Jesus Christ (John 11:25-26)

Tuesday, March 18, 2008

Eliot Spitzer, Us and the Grace of God

I've held off blogging about Eliot Spitzer, in part because much of the initial reaction from the mass media was unprofitable and salacious. However, when a number of men gathered at my home for an accountability meeting last week, we took opportunity to briefly discuss it.

Unlike what was communicated on news channels all week long, at our meeting there was no gloating over a powerful, arrogant man who simply "got what he deserved". There was no self righteous musing over how someone so smart could "self destruct" so publicly. We didn't wonder how the former crusading governor known as "Mr Clean", could have lived a double life.

We didn't do that because we simply know better - we know ourselves and we know the nature of sin. We understand that we're more like Eliot Spitzer than we'd like to acknowledge. We're aware of the deceitfulness of sin and our propensity as fallen men to wander from the grace of God. We know that it's the grace of God that keeps us from self destructing. As one of the men in our group said - "That could be me, it could be any of's God's mercy that He rescued us from the penalty and power of's God's grace that keeps us in Him and keeps us from falling..."

The meeting gave me much to think about. I'm grateful for men who speak words of gospel truth to me - reminding me of how the grace of Jesus Christ has shed light upon my darkened heart. It is also evidence of God's kindness to us as Christians. When God places us in the community of a church, He does so to protect us and care for us.

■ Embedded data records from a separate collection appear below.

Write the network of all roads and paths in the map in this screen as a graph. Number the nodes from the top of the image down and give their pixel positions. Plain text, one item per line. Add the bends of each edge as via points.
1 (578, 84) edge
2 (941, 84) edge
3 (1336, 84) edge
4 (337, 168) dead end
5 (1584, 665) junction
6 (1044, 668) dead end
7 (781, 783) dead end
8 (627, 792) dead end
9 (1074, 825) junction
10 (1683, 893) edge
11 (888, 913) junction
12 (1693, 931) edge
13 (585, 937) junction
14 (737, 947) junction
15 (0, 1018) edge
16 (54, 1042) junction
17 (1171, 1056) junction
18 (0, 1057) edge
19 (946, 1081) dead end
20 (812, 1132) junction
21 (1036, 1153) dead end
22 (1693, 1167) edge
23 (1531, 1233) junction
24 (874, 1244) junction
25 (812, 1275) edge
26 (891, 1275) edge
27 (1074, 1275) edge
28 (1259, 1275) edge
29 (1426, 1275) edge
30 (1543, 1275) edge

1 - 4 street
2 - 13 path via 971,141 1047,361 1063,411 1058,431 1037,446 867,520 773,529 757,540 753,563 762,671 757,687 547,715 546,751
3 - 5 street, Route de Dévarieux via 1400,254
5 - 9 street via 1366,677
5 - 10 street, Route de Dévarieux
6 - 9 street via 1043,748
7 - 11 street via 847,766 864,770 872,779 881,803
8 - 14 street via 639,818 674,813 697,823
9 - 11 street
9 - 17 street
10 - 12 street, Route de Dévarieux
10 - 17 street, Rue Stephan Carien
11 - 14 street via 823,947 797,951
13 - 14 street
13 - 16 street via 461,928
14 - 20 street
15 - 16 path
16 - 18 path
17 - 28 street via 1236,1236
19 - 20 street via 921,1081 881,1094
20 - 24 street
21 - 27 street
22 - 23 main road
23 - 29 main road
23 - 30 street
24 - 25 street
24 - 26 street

Don't you wonder how different it might have been for Eliot Spitzer if he had the benefit of such grace? Last week, amidst much of the news about Spitzer, this is what I read from Psalm 32:1

Blessed is the one whose transgression is forgiven,
whose sin is covered.
Blessed is the man against whom the LORD counts no iniquity,
and in whose spirit there is no deceit.

Eliot Spitzer had so much - power, career, fame, wealth. However, as far as we know, he didn't possess what was most important - he didn't have sins covered, a clean conscience and peace with God. Perhaps we should pray for him, that through this trial, he might be drawn to the One who offers these priceless mercies.

Friday, March 07, 2008

Quote of the Week

"The greatest enemy of hunger for God is not poison but apple pie. It is not the banquet of the wicked that dulls our appetite for heaven, but endless nibbling at the table of the world. It is not the X-rated video, but the prime-time dribble of the triviality we drink in every night. For all the ill that Satan can do, when God describes what keeps us from the banquet table of his love, it is a piece of land, a yoke of oxen, and a wife (Luke 14:18-20).
The greatest adversary of love to God is not his enemies but his gifts. And the most deadly appetites are not for the poison of evil, but for the simple pleasures of earth. For when these replace an appetite for God himself, the idolatry is scarcely recognizable, and almost incurable.